Many factors contribute to a patient’s postoperative impairments, any one of which influences postoperative management. A patient who has undergone thoracotomy for a pulmonary or cardiac condition typically is hospitalized for a week or less.  Therapeutic interventions begin on the first postoperative day and include breathing and coughing exercises, shoulder ROM, posture awareness training, and a graded aerobic conditioning program.
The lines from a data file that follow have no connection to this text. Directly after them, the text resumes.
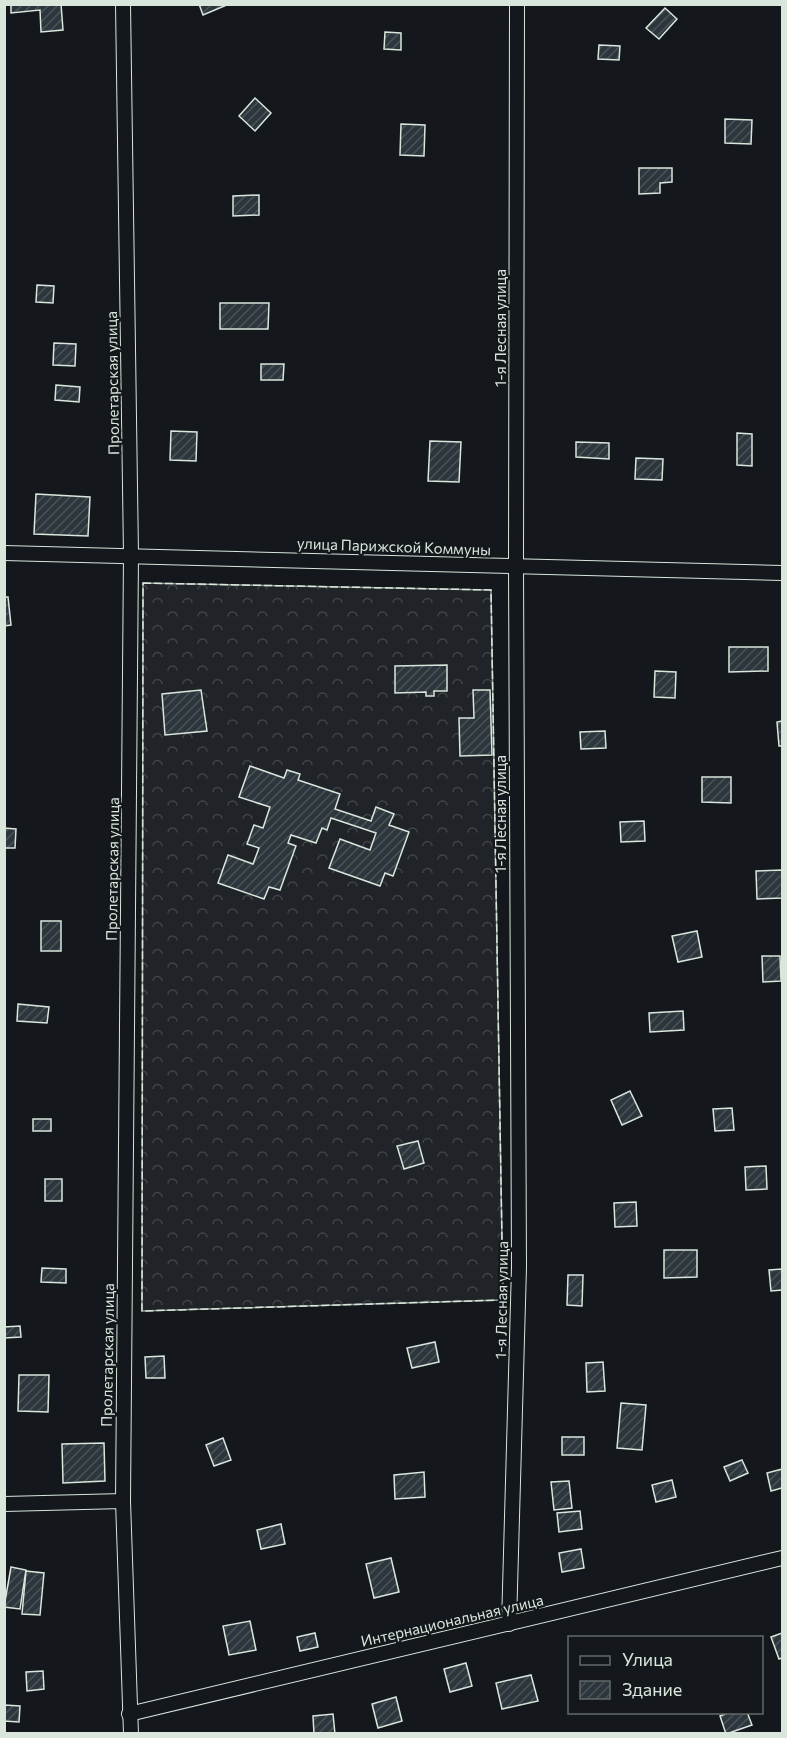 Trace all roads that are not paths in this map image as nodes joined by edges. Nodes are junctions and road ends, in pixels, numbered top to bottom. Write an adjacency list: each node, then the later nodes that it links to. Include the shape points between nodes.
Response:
1 (123, 4): 4 (street, Пролетарская улица)
2 (517, 4): 5 (street, 1-я Лесная улица)
3 (4, 553): 4 (street, улица Парижской Коммуны)
4 (131, 555): 5 (street, улица Парижской Коммуны); 7 (street, Пролетарская улица)
5 (516, 566): 6 (street, улица Парижской Коммуны); 10 (street, 1-я Лесная улица, via 519,1267)
6 (783, 573)
7 (123, 1501): 8 (street); 11 (street, Пролетарская улица)
8 (4, 1504)
9 (783, 1557): 10 (street, Интернациональная улица)
10 (509, 1624): 11 (street, Интернациональная улица)
11 (129, 1714): 12 (street, Пролетарская улица)
12 (131, 1734)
Co-morbidities and Related Dysfunction

In addition to the primary pulmonary or cardiac pathology (e.g., a malignant tumor, lung abscess, coronary artery disease) the patient also may have related cardiopulmonary conditions, such as angina, congestive heart disease, chronic bronchitis, or emphysema. The patient with a long history of cardiac disease may have preoperative pulmonary dysfunction such as hypoxemia, dyspnea on exertion, orthopnea, or pulmonary congestion. Such co-morbidities and related pulmonary or cardiac dysfunction can complicate postoperative rehabilitation.

Surgical Approach

Pulmonary surgery typically involves a large posterolateral, lateral, or anterolateral chest incision. A standard posterolateral approach, for example, is performed by incising the chest wall along the intercostal space that corresponds to the location of the lung lesion. The incision divides the trapezius and rhomboid muscles posteriorly and the serratus anterior, latissimus dorsi, and external and internal intercostals laterally. Postoperatively, the incision is painful, and the potential for pulmonary complications is significant. Many patients, quite understandably, complain of a great deal of shoulder soreness on the operated side. Loss of range of shoulder motion and postural deviations are possible because of the disturbance of the large arm and trunk musculature during surgery. The most common incision used with cardiac surgery is a median sternotomy. A large incision extends along the anterior chest from the sternal notch to just below the xiphoid. The sternum is then split and retracted so the chest cavity can be exposed. After completion of the surgical procedure, the sternum is closed with stainless steel sutures. Postoperatively, there is less incisional pain after a median sternotomy than after a posterolateral thoracotomy, but deep breathing and coughing are still painful. After a median sternotomy, a patient tends to exhibit rounded shoulders and is at risk for developing shortened pectoralis muscles bilaterally.

Additional Considerations

After any type of thoracotomy one or two chest drainage tubes are put in place at the time of the surgery to prevent a pneumothorax or a hemothorax. While these tubes are in place, crimping, clamping, or traction on the tubes must be avoided during postoperative interventions. Fatigue occurs easily during the first few postoperative days, so treatment sessions should be short but frequent. The duration of treatment sessions should be increased gradually during the patient’s hospital stay. Check the patient’s chart regularly to note any day-today changes in vital signs or laboratory test results. Always monitor vital signs such as heart rate and rhythm, respiratory rate, and blood pressure prior to, during, and after every treatment session.